Tax Bureau Disputes Accusations That Tax System Stifles Growth
(Beijing) — China's tax bureau has hit back at an academic who claims the country's business tax system has stifled corporate development and dragged down economic growth, calling the accusation “misleading.”
A study conducted by Li Weiguang, a fiscal-policy professor at Tianjin University of Finance and Economics, concluded that the corporate tax rate in China was nearly 40%.
The report follows the much-publicized decision of Cao Dewang, chairman of auto glass manufacturer Fuyao Glass Industry Group Co. Ltd., to move his business operations to the U.S. to take advantage of lower taxes.

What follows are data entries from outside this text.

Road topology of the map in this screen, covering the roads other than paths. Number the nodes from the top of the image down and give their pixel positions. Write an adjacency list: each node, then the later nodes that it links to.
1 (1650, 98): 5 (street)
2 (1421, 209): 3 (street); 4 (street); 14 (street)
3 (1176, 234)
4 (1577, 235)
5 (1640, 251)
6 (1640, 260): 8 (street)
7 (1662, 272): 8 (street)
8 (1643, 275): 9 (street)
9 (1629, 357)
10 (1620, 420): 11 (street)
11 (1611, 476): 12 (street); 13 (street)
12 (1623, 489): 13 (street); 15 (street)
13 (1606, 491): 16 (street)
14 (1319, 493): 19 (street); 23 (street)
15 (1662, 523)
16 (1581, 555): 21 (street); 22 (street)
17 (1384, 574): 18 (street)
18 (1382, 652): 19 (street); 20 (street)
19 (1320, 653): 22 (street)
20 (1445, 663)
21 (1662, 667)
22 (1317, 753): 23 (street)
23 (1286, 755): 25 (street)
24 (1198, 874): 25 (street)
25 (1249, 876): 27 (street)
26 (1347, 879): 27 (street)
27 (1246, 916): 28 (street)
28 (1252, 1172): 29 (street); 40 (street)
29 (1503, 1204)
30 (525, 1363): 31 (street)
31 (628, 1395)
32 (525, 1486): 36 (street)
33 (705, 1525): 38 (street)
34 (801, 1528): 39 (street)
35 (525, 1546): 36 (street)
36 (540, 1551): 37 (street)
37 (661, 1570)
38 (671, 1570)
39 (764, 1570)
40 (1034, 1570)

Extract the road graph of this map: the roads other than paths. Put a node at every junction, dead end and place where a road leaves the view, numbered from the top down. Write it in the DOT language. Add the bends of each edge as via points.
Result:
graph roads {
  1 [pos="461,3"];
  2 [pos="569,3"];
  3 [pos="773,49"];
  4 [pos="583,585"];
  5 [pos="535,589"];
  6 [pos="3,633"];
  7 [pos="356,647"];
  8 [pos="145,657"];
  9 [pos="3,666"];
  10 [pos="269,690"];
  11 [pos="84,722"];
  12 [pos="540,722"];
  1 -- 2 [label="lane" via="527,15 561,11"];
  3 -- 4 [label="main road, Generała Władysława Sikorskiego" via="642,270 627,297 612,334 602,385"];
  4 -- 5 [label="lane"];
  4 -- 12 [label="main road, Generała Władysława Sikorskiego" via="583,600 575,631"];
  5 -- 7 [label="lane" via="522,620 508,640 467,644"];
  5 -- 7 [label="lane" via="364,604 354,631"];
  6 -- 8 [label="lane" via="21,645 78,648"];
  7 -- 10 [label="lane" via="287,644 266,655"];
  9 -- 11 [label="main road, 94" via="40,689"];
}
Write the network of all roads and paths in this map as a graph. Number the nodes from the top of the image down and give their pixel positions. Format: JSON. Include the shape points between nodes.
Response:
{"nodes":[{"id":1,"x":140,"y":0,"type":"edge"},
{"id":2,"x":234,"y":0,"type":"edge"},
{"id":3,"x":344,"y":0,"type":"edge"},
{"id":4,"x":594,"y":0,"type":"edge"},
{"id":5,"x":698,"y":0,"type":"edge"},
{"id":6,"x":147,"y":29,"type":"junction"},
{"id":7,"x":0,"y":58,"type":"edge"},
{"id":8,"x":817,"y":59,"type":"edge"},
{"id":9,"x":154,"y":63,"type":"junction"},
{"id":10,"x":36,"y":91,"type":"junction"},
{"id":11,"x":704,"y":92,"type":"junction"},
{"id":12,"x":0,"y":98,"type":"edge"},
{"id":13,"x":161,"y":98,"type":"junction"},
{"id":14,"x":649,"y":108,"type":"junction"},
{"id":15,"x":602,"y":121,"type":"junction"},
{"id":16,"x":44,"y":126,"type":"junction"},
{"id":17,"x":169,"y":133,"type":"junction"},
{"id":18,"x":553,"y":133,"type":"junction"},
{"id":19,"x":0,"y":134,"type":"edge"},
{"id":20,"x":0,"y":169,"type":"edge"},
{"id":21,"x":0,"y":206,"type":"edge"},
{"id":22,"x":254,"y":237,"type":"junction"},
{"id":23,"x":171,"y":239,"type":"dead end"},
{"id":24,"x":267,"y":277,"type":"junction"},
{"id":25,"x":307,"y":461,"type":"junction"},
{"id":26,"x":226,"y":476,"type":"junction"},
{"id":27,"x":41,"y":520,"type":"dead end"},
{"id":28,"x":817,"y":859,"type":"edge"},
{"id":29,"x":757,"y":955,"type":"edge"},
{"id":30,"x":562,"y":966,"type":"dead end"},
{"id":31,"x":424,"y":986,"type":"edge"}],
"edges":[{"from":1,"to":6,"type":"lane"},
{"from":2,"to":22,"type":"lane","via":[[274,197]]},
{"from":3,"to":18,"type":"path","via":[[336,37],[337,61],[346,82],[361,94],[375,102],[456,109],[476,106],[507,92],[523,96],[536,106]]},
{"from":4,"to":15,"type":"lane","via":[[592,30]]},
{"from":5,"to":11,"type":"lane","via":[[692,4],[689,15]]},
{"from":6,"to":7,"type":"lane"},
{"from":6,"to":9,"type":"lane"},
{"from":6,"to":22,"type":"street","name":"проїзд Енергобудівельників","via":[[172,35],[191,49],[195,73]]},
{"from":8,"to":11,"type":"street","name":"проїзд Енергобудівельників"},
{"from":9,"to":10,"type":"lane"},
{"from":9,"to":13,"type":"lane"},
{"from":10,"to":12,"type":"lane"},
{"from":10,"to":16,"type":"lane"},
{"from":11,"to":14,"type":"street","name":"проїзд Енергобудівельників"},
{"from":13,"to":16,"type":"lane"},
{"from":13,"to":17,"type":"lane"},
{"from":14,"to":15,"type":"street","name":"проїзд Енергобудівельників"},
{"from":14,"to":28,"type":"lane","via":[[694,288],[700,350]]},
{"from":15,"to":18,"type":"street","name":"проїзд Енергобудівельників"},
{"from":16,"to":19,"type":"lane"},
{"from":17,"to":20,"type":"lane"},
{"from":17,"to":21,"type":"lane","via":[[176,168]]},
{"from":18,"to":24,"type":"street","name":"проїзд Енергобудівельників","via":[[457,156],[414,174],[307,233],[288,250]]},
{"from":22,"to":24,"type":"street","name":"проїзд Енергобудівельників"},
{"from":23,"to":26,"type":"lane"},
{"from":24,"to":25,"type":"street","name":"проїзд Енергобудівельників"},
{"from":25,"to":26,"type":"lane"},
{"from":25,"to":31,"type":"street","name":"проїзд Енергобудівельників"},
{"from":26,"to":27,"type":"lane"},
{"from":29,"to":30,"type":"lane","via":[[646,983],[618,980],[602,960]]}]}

The State Administration of Taxation defended itself in a series of articles posted on its website, saying tax revenues contributed 18.5% to the country's gross domestic product (GDP) from 2012 to 2015. According to the International Monetary Fund, the tax revenue-to-GDP ratio was 25.9% in developed countries in 2013, the tax bureau said.
The professor's "remarks have attracted public attention and provoked people, and especially companies, to voice their resentment about the economic slowdown, which has had a number of negative impacts," wrote Li Wanfu, head of the tax bureau's research group.
While China has vowed to slash taxes for companies as the government looks to entrepreneurs to help drive economic growth, many companies and experts are still critical.
During a news conference earlier this month, Li Weiguang said that based on his research of privately owned companies in four cities, Chinese companies pay nearly 40% of their income as taxes.
"This means death" for companies, he said, adding that the tax burden was one of the causes for the economic stagnation but "barely addressed by economists."
Glass tycoon Cao also found himself at the center of a heated debate this week over his $600 million investment to build manufacturing bases in the U.S. states of Ohio and Illinois, citing high taxes and soaring labor costs at home.
The rare move caused a stir as articles titled Cao Dewang is running away flooded the internet. Cao refuted the accusations and called for tax reform.
"I'm not running away," Cao later said in an interview with Caixin. But he did suggest the government reform the current tax system to make China more business-friendly for small and midsize manufacturers by raising income taxes and reducing value-added taxes for enterprises.
The only thing that the tax bureau and Li Weiguang agree on is that companies currently contribute 90% of the country's tax revenues. To solve this problem, the government "will optimize the tax structure but this is a gradual process," said Li Wanfu.
Li Weiguang acknowledged the subject was sensitive but expressed surprise at the intensity of the reaction.
"The backlash is really strong. Behind tax policy is politics," the professor said in an interview with news portal Netease. "I stirred the hornet's nest this time."